Design Flow of Digital Microfluidic Biochips Towards Improving Fault-Tolerance

Given the ever-increasing advances of digital microfluidic biochips and their application in a wide range of areas including bio-chemistry experiments, diagnostics, and monitoring purposes like air and water quality control and etc., development of automated design flow algorithms for digital microfluidic biochips is of great importance. During the course of last decade there have been numerous researches on design, adaptation and optimization of algorithms for automation of digital microfluidic biochips synthesis flow. However, the initial assumption of researchers about absence of faults and deficiencies before and during execution of bio-assays has been proven always not to be the case.

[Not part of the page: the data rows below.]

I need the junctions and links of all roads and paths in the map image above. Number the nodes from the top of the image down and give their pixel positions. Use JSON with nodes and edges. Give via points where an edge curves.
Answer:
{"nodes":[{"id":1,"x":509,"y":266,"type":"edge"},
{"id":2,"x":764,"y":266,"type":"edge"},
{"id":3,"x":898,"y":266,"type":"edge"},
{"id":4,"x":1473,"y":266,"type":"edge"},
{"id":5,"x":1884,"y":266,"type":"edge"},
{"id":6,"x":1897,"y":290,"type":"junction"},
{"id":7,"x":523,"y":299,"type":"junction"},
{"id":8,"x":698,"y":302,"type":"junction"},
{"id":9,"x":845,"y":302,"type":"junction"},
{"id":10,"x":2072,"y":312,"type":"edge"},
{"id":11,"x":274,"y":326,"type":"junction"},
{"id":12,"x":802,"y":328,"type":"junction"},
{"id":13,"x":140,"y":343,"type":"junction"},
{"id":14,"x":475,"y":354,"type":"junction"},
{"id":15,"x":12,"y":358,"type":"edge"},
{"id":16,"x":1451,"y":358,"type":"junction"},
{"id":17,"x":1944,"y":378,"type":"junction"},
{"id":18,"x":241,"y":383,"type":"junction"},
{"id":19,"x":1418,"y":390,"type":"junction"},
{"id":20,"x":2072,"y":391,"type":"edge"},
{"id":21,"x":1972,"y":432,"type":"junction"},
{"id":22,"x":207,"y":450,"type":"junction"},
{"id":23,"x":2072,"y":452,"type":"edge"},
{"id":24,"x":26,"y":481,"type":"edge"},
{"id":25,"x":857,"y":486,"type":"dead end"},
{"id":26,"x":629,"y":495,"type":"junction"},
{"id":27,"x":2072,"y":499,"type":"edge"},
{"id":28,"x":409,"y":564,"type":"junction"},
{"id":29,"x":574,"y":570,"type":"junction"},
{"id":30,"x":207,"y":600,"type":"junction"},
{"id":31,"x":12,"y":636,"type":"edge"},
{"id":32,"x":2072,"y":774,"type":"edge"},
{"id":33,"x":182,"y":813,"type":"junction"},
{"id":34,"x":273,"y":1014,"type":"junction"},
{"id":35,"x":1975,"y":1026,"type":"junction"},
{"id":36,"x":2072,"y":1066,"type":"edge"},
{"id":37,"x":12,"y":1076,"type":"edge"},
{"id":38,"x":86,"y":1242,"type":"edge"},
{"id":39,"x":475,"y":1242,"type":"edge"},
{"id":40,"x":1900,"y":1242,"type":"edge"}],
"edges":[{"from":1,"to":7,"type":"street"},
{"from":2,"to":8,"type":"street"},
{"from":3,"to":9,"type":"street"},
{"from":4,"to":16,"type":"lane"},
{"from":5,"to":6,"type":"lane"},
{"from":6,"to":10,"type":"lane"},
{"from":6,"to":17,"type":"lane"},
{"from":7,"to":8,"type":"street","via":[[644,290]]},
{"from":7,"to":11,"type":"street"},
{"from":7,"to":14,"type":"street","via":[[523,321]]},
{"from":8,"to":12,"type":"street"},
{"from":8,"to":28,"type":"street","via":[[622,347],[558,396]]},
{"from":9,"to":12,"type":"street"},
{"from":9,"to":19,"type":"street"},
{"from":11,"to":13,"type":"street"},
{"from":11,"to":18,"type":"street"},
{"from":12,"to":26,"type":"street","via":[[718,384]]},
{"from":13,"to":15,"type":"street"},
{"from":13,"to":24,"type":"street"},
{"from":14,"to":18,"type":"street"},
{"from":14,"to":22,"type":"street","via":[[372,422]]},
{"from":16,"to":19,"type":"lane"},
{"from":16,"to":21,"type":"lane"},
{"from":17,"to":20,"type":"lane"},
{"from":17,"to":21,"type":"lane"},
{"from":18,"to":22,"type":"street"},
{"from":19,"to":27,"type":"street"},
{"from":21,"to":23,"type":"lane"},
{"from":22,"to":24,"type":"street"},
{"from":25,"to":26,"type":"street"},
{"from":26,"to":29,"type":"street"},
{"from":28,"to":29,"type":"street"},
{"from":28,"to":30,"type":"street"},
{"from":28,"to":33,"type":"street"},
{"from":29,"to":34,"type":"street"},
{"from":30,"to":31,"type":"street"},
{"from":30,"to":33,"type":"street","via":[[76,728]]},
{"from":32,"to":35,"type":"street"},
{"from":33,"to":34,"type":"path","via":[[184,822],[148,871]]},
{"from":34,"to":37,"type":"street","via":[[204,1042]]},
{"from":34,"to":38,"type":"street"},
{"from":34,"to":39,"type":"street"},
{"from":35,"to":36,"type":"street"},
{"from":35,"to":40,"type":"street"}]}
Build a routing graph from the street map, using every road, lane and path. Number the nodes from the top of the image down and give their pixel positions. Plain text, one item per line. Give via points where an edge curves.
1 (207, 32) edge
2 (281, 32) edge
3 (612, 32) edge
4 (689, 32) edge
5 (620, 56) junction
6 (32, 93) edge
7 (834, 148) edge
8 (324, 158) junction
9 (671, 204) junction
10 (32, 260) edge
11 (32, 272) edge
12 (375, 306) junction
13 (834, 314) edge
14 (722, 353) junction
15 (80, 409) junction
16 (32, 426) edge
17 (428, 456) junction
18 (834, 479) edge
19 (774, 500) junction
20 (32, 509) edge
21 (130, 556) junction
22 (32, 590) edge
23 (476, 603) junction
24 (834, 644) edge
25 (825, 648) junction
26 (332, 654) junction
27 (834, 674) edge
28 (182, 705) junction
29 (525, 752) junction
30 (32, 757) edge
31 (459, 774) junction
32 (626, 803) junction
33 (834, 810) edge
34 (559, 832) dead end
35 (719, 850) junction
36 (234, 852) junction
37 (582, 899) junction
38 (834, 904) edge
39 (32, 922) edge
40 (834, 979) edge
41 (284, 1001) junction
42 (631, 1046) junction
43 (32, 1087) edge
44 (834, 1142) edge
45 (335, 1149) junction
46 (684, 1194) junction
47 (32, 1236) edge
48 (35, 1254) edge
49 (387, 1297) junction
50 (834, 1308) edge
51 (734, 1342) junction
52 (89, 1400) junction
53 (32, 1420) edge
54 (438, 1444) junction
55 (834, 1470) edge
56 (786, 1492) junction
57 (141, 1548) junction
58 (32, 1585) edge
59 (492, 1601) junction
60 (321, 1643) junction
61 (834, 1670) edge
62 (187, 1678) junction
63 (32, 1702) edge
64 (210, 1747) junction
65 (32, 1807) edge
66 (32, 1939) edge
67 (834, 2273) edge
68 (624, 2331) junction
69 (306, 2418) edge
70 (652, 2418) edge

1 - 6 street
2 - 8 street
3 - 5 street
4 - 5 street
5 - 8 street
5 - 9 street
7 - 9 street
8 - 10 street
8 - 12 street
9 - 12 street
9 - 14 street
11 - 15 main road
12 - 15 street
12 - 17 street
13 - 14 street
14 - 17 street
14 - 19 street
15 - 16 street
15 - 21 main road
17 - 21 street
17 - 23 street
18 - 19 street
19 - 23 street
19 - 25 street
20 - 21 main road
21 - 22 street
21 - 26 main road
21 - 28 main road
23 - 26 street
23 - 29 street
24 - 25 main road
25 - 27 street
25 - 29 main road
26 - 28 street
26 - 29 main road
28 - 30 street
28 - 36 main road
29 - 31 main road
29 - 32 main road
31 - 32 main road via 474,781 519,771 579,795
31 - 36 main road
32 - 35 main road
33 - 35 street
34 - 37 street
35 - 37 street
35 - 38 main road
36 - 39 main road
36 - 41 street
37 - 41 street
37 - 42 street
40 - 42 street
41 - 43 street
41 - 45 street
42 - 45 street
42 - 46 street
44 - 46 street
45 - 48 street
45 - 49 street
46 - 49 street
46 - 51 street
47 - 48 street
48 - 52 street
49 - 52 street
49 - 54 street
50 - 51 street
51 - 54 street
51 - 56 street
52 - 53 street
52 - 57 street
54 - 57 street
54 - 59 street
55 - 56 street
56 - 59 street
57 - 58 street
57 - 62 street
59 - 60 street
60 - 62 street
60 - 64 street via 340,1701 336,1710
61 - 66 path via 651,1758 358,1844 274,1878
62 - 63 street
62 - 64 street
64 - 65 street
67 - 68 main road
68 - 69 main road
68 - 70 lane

Thus, during the past few years researchers have placed great focus on fault-tolerance and fault-recovery of digital microfluidic biochips. In this dissertation we initially introduce proposed architectures for pin-constrained digital microfluidic biochips; the proposed architectures are designed with the aim of improving overall functionality and also at the same time ameliorating fault-tolerance of digital microfluidic biochips in mind. Next, we explain fault-tolerance concepts within the context of pin-constrained digital microfluidic biochips; then we attempt to investigate fault-tolerance of the proposed digital microfluidic architectures versus the base architecture in presence of faults occurrences affecting mixing modules and splitting/storage/detection (SSD) modules.